Description of the task: How many lines in the records below contain the word "dead"? State that number and nothing more.

Listed records:
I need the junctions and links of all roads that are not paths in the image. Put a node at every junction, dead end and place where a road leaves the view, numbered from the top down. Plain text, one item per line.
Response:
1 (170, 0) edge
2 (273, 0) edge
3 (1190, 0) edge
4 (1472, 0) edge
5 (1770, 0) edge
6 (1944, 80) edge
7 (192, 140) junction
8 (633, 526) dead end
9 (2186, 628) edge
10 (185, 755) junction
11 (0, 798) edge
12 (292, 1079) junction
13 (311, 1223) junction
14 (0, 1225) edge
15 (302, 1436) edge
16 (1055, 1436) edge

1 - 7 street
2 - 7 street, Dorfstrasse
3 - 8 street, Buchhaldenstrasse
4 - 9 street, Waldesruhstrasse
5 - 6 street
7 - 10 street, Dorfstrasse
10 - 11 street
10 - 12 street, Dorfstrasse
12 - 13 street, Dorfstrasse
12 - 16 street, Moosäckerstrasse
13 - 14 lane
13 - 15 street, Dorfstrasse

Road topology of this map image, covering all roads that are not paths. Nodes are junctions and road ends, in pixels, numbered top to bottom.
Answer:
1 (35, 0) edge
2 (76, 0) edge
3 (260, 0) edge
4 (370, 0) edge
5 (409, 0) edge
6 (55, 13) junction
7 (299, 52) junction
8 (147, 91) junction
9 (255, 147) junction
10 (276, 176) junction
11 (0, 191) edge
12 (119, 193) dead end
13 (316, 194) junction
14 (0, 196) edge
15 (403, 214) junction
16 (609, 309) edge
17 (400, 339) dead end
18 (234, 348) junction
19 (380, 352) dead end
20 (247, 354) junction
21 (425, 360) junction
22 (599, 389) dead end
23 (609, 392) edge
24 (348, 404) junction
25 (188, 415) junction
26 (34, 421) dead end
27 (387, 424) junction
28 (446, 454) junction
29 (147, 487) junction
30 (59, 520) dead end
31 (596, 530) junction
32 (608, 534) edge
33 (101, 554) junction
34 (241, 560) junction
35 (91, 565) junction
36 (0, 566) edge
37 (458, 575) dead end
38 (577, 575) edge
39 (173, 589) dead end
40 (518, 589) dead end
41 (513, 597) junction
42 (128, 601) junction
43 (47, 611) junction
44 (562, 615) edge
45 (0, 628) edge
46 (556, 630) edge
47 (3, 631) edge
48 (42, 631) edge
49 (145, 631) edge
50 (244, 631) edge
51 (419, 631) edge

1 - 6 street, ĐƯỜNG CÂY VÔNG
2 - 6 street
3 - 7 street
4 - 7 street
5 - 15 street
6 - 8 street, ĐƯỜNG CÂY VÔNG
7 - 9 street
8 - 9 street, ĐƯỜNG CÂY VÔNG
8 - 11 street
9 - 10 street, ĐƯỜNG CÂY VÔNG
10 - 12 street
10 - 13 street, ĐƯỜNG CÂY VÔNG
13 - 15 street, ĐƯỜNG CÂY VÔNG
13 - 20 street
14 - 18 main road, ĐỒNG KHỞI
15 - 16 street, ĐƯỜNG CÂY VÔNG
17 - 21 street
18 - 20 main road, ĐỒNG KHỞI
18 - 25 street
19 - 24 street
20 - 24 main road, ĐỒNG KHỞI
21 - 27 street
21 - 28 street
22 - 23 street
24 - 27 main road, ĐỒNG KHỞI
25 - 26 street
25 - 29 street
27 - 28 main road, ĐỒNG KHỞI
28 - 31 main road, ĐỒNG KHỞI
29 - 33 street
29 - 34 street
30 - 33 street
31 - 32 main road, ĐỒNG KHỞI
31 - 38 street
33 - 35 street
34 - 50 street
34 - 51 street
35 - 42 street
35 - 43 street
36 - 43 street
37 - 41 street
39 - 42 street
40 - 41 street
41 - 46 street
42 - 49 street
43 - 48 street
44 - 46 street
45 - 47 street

Problem solution: 11